Loads data using the engine's native reader and runs the contract in one step.

Returns: - ValidationResult object that unpacks to (good_df, bad_df) - good_df: validated, transformed records - bad_df: quarantined records with error reasons

materialize(good_df, bad_df=None, target_path=None)

Writes validated data to the configured materialization target. If quarantine.target is set, bad records are also written.

last_report

After a run, processor.last_report contains a structured summary (counts, dataset rule outcomes, run id).

DataContract

Use a YAML file or a dict. Key sections:

  • model.fields: schema and types
  • schema_policy: behavior for unknown fields
  • quality.row_rules: row-level checks
  • quality.dataset_rules: aggregate checks
  • transformations: SQL transformation steps (preferred) with optional phase (pre or post)
  • transformations structured helpers: rename, derive, lookup, filter, deduplicate, select, drop, cast, trim, lower, upper, coalesce, split, explode, map_values, pivot, unpivot, join
  • links: reference datasets (file path or table name)
  • links[].broadcast: Spark-only hint to broadcast small lookup tables
  • source: ingestion metadata for pipelines (type, path, load_mode, pattern, watermark_field, cdc_op_field, cdc_delete_values)
  • quarantine: quarantine settings + notifications (supports file paths or table: targets)
  • lineage: lineage injection settings (enabled, source path, timestamp, run id)
  • materialization: append/merge/scd2/overwrite + partitioning (CSV/Parquet locally, Delta/Iceberg on Spark)
  • external_logic: optional python/notebook hook for advanced processing (gold patterns)
  • metadata.run_log_path or metadata.run_log_dir: write run logs to JSON
  • metadata.run_log_table: append run logs to a table (Spark, DuckDB, or SQLite backend)
  • metadata.run_log_backend: spark | duckdb | sqlite
  • metadata.run_log_database: database path for DuckDB/SQLite backends
  • metadata.run_log_merge_on_run_id: Spark-only idempotent merge by run_id
  • metadata.run_log_table_format: Spark-only table format (default delta)
  • metadata.quarantine_table_backend: spark | duckdb | sqlite | snowflake | bigquery (defaults to engine)
  • metadata.quarantine_table_database: database path for DuckDB/SQLite backends
  • metadata.quarantine_format: Quarantine file format (default parquet; Spark also supports delta, iceberg, json)
  • metadata.quarantine_table_format: Spark-only table format (default iceberg)
  • metadata.quarantine_table_mode: Spark-only write mode (default append)
  • metadata.snowflake_*: Connection settings for Snowflake (snowflake_account, snowflake_user, snowflake_password, snowflake_warehouse, snowflake_database, snowflake_schema, snowflake_role)
  • metadata.bigquery_project: Optional project override for BigQuery connections
  • metadata.source_table: Optional default source table for warehouse adapters (or snowflake_source_table/bigquery_source_table)
  • server.schema_evolution: strict/append/merge ingestion behavior
  • server.allow_schema_drift: send drift alerts when false
  • server.cast_to_string: ingest all columns as strings (Bronze pattern)
  • service_levels: freshness/availability SLO scoring
  • quality helpers: not_null, accepted_values, regex_match, range, unique, null_ratio, row_count_between, referential_integrity
  • stages: optional stage override map (e.g., stages.bronze, stages.silver) to reuse one contract across layers

external_logic

Run dedicated Python modules or notebooks for advanced processing.
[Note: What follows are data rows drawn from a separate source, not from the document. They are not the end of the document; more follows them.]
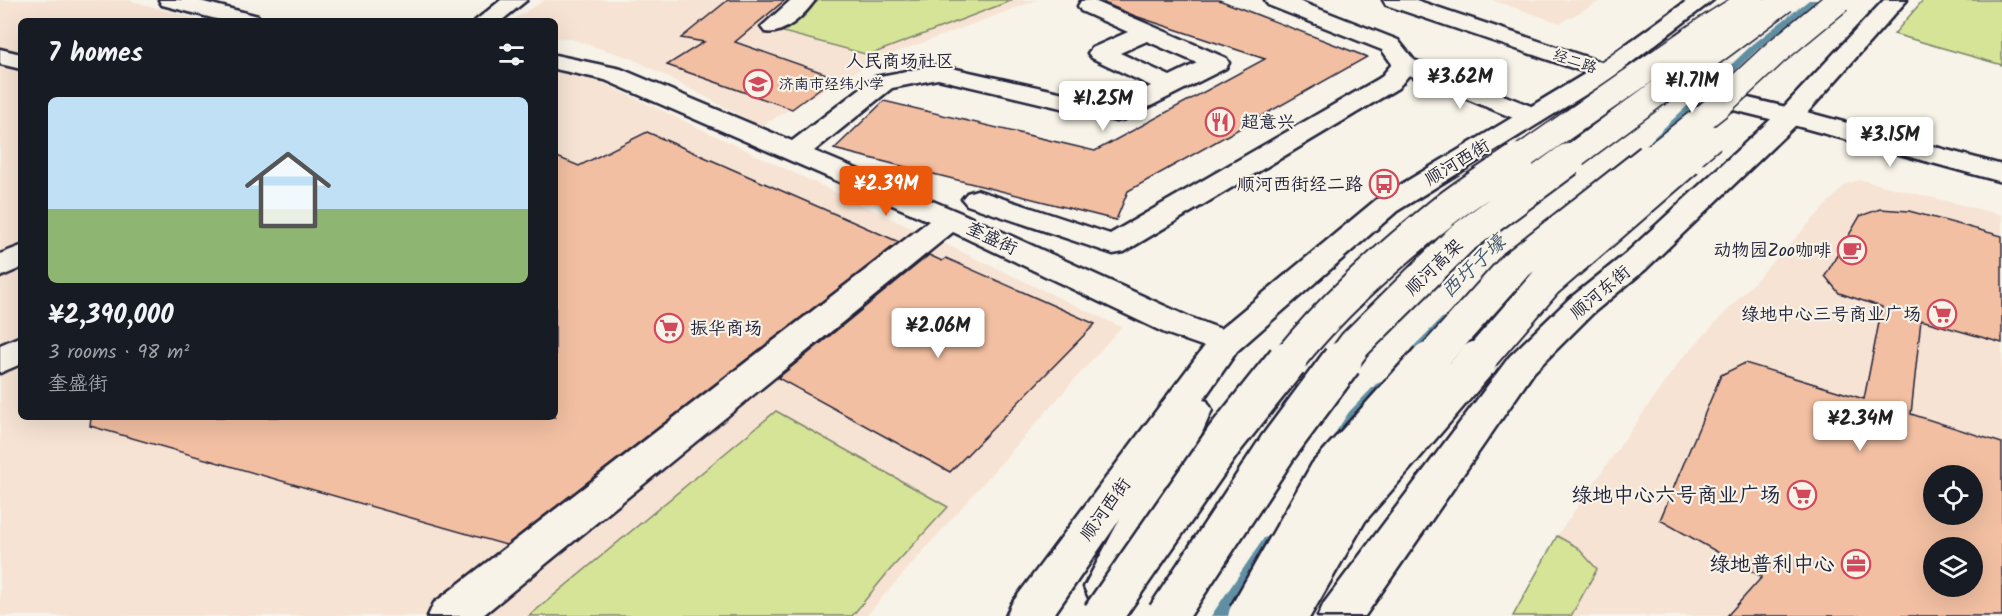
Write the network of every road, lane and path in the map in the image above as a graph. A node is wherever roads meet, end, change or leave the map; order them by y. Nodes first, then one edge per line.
1 (516, 0) edge
2 (1276, 0) edge
3 (1394, 0) edge
4 (1427, 0) edge
5 (1702, 0) edge
6 (1752, 0) edge
7 (1784, 0) edge
8 (1839, 0) edge
9 (1853, 0) edge
10 (1896, 0) edge
11 (796, 1) edge
12 (187, 2) edge
13 (1089, 6) dead end
14 (240, 18) edge
15 (490, 18) edge
16 (773, 27) dead end
17 (1147, 32) junction
18 (0, 56) edge
19 (18, 61) edge
20 (558, 63) edge
21 (1405, 65) junction
22 (1605, 71) junction
23 (1171, 86) junction
24 (1532, 116) junction
25 (1790, 116) junction
26 (795, 152) junction
27 (2002, 161) edge
28 (2002, 174) edge
29 (964, 209) junction
30 (18, 257) edge
31 (0, 267) edge
32 (1225, 343) junction
33 (18, 350) edge
34 (0, 361) edge
35 (450, 616) edge
36 (1028, 616) edge
37 (1090, 616) edge
38 (1102, 616) edge
39 (1167, 616) edge
40 (1248, 616) edge
41 (1288, 616) edge
42 (1340, 616) edge

1 - 15 main road
2 - 21 main road
3 - 22 main road, 经二路
4 - 22 main road, 经二路
5 - 22 main road, 顺河西街
6 - 38 main road, bridge
7 - 39 main road, 顺河高架, bridge
8 - 40 main road, bridge
9 - 41 main road, bridge
10 - 25 main road, 顺河东街
11 - 16 main road
12 - 14 main road
13 - 17 main road
17 - 23 main road
17 - 23 main road
18 - 19 main road
20 - 26 main road, 奎盛街
21 - 24 main road
21 - 29 main road
22 - 24 main road, 顺河西街
22 - 25 main road
23 - 26 main road
24 - 32 main road, 顺河西街
25 - 27 main road
25 - 28 main road
25 - 42 main road, 顺河东街
26 - 29 main road, 奎盛街
29 - 32 main road, 奎盛街
29 - 35 main road
30 - 31 main road
32 - 36 main road, 顺河西街
32 - 37 main road, 顺河西街
33 - 34 main road

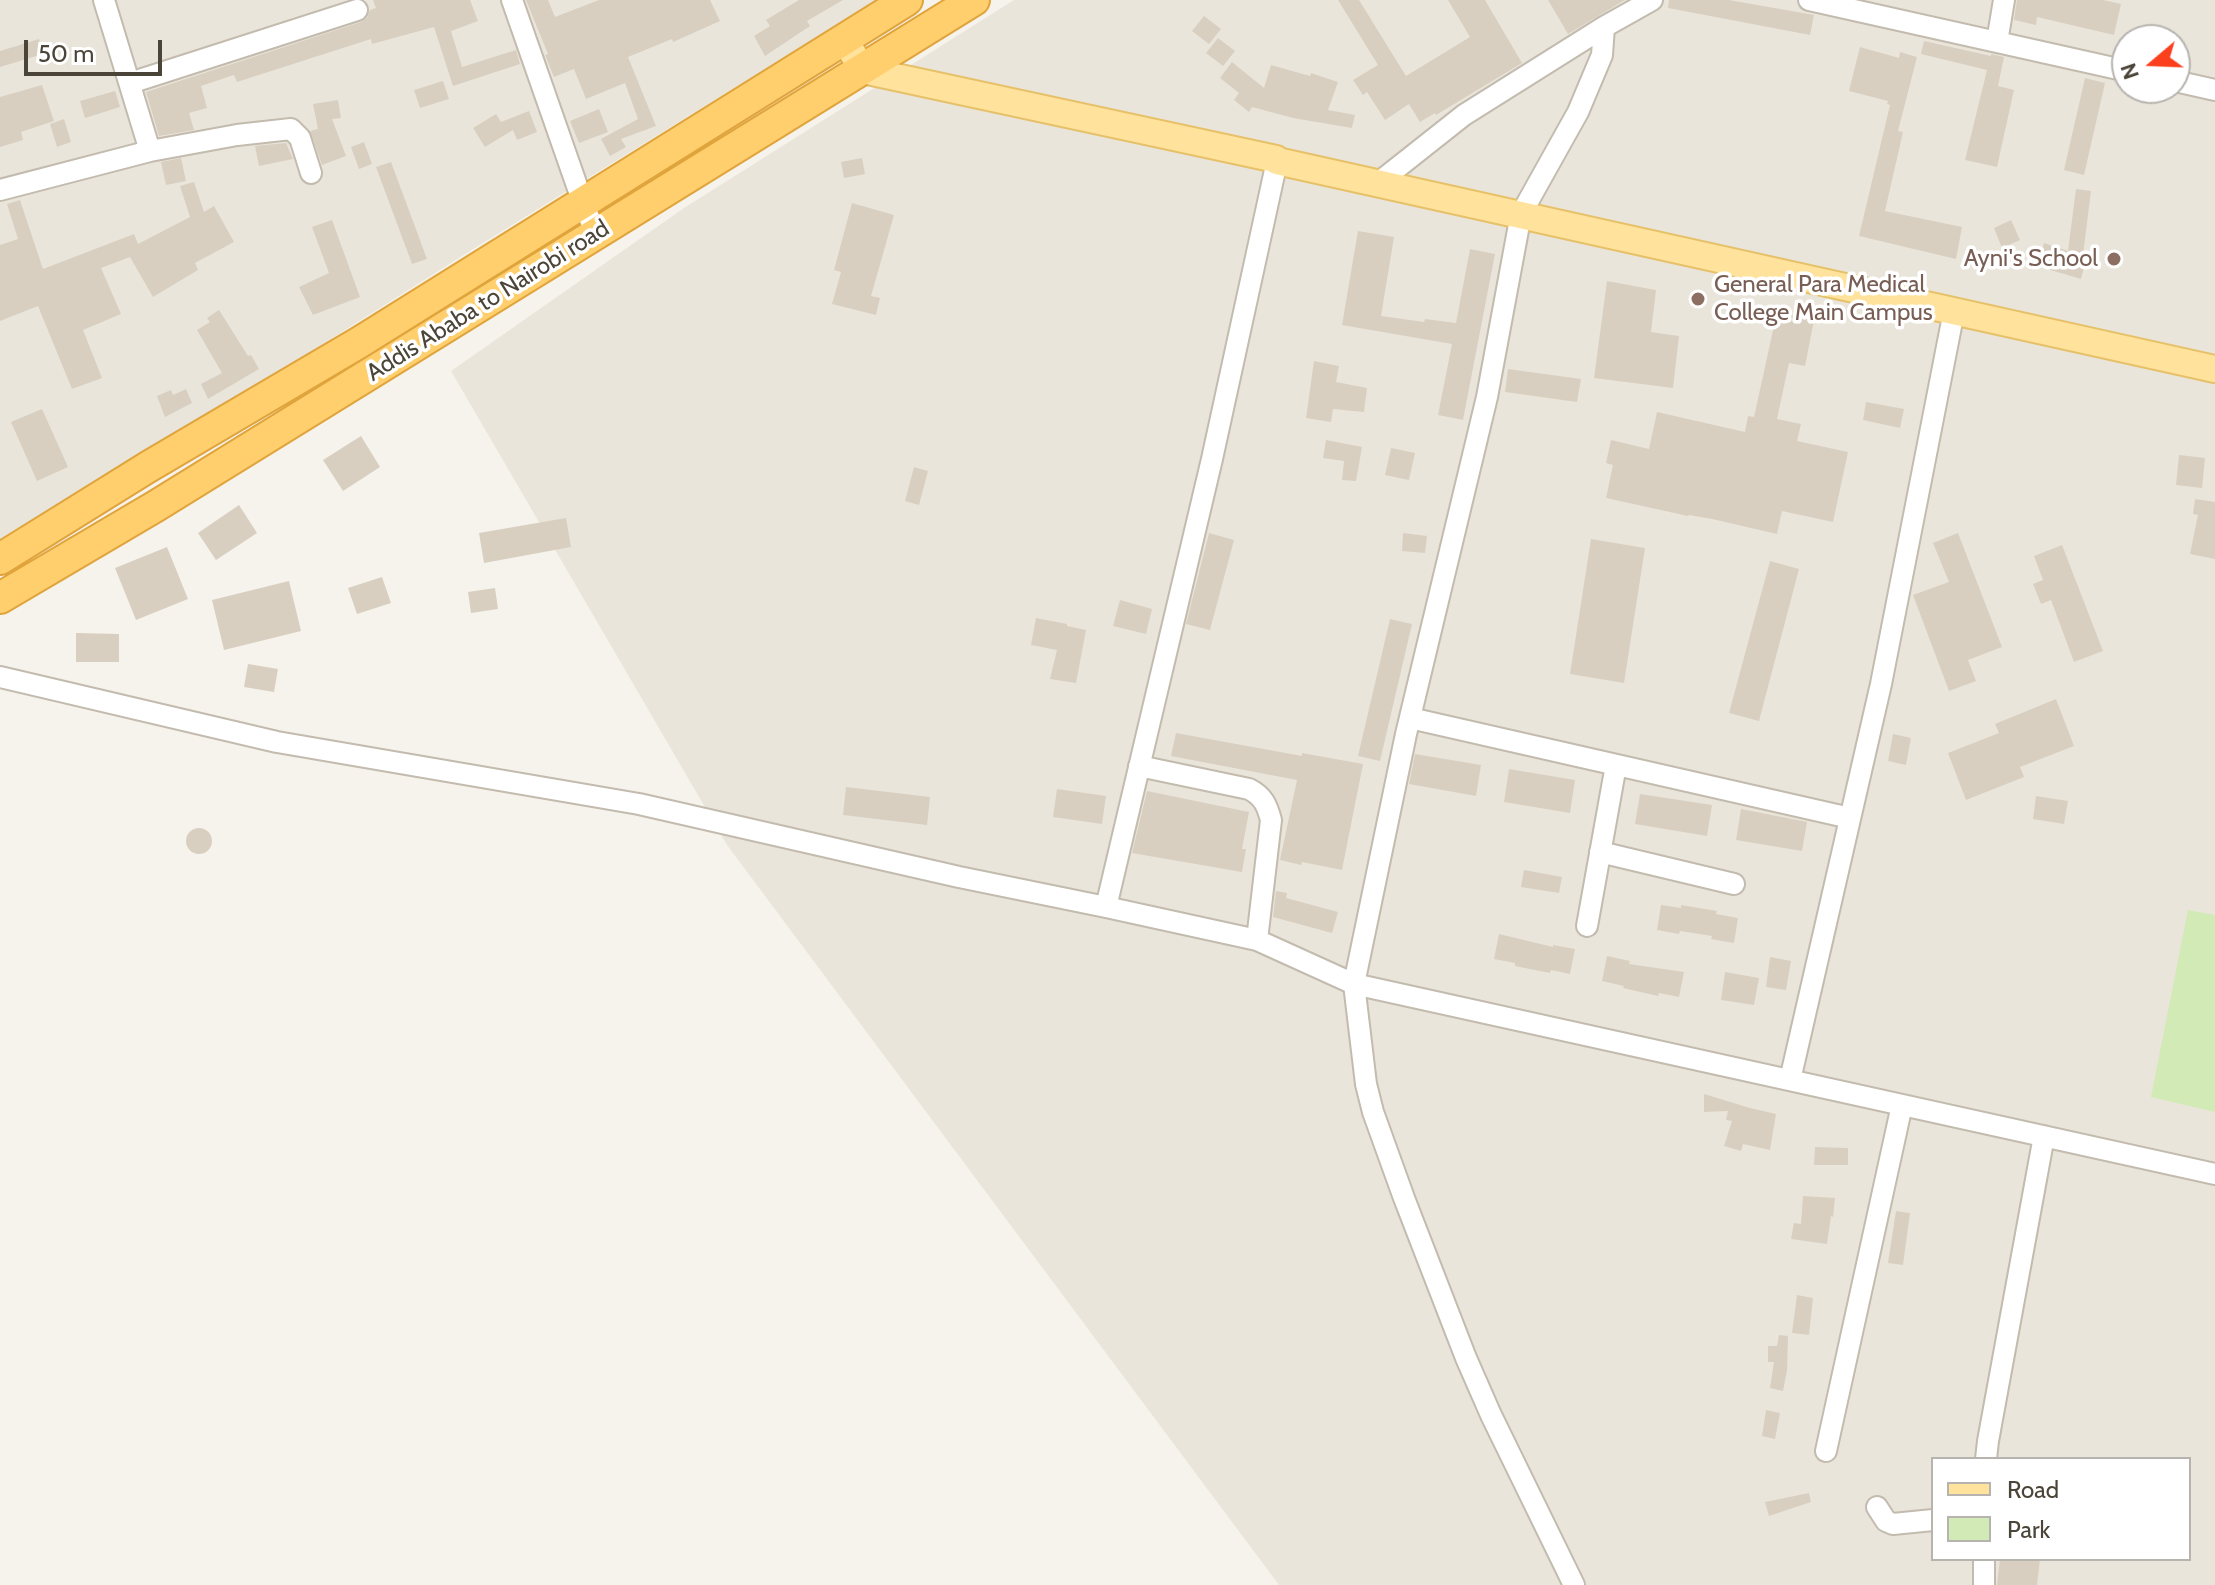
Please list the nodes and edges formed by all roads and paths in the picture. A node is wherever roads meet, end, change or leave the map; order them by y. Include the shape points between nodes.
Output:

  • external_logic.type: python or notebook
  • external_logic.path: Path to the script/notebook (relative to contract)
  • external_logic.entrypoint: Python function name (default run)
  • external_logic.args: Dict of parameters injected into the logic
  • external_logic.output_path: Optional output file path to read back in
  • external_logic.output_format: csv or parquet (optional)
  • external_logic.handles_output: If true, skip built-in materialize
  • external_logic.kernel_name: Notebook kernel override
  • Notebook params include lakelogic_input_path and lakelogic_input_format for validated data access.